Exercise description: Each line from the one containing "Extract the road" to the end of the listing below should be output exactly; no other line is wanted.

Recorded data:

"""

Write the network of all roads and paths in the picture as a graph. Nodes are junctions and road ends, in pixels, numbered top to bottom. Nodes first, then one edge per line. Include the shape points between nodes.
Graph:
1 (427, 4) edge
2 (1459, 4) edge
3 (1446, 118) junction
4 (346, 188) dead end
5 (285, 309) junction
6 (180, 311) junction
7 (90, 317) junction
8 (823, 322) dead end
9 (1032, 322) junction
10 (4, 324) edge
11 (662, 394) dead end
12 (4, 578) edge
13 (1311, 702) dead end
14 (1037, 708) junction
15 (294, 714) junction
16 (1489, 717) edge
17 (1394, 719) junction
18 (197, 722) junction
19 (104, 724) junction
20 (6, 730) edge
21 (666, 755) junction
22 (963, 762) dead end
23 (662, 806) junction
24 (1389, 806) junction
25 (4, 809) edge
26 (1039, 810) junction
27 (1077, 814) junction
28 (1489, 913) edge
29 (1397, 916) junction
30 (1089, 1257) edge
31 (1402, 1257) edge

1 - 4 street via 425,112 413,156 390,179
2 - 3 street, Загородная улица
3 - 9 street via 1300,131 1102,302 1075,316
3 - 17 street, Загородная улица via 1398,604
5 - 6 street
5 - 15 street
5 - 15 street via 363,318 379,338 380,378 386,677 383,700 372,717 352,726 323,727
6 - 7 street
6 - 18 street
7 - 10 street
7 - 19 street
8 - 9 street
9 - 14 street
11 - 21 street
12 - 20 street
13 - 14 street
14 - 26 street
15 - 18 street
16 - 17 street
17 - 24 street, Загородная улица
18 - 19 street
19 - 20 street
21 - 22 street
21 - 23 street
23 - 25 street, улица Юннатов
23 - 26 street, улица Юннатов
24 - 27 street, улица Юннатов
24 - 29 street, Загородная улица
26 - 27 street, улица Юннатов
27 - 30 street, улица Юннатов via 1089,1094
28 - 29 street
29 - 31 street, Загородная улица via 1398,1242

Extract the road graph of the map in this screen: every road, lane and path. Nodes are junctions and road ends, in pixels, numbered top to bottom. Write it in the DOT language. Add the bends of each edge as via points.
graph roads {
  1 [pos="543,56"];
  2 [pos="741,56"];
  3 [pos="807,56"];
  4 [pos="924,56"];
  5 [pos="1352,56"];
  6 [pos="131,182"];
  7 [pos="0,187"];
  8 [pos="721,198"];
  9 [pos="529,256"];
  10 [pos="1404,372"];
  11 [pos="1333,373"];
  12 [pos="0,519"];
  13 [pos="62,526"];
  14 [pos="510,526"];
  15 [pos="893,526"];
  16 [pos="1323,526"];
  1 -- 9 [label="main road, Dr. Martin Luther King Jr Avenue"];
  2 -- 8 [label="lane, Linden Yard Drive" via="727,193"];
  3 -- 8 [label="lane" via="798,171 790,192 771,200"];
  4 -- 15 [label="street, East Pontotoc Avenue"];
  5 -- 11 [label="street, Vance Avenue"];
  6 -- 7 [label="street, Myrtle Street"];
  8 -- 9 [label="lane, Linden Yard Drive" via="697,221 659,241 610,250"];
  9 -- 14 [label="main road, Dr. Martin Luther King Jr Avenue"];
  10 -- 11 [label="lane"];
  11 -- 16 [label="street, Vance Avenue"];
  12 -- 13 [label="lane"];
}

"""

Solution to the problem:
Extract the road graph of the map in this screen: every road, lane and path. Nodes are junctions and road ends, in pixels, numbered top to bottom. Write it in the DOT language. Add the bends of each edge as via points.
graph roads {
  1 [pos="543,56"];
  2 [pos="741,56"];
  3 [pos="807,56"];
  4 [pos="924,56"];
  5 [pos="1352,56"];
  6 [pos="131,182"];
  7 [pos="0,187"];
  8 [pos="721,198"];
  9 [pos="529,256"];
  10 [pos="1404,372"];
  11 [pos="1333,373"];
  12 [pos="0,519"];
  13 [pos="62,526"];
  14 [pos="510,526"];
  15 [pos="893,526"];
  16 [pos="1323,526"];
  1 -- 9 [label="main road, Dr. Martin Luther King Jr Avenue"];
  2 -- 8 [label="lane, Linden Yard Drive" via="727,193"];
  3 -- 8 [label="lane" via="798,171 790,192 771,200"];
  4 -- 15 [label="street, East Pontotoc Avenue"];
  5 -- 11 [label="street, Vance Avenue"];
  6 -- 7 [label="street, Myrtle Street"];
  8 -- 9 [label="lane, Linden Yard Drive" via="697,221 659,241 610,250"];
  9 -- 14 [label="main road, Dr. Martin Luther King Jr Avenue"];
  10 -- 11 [label="lane"];
  11 -- 16 [label="street, Vance Avenue"];
  12 -- 13 [label="lane"];
}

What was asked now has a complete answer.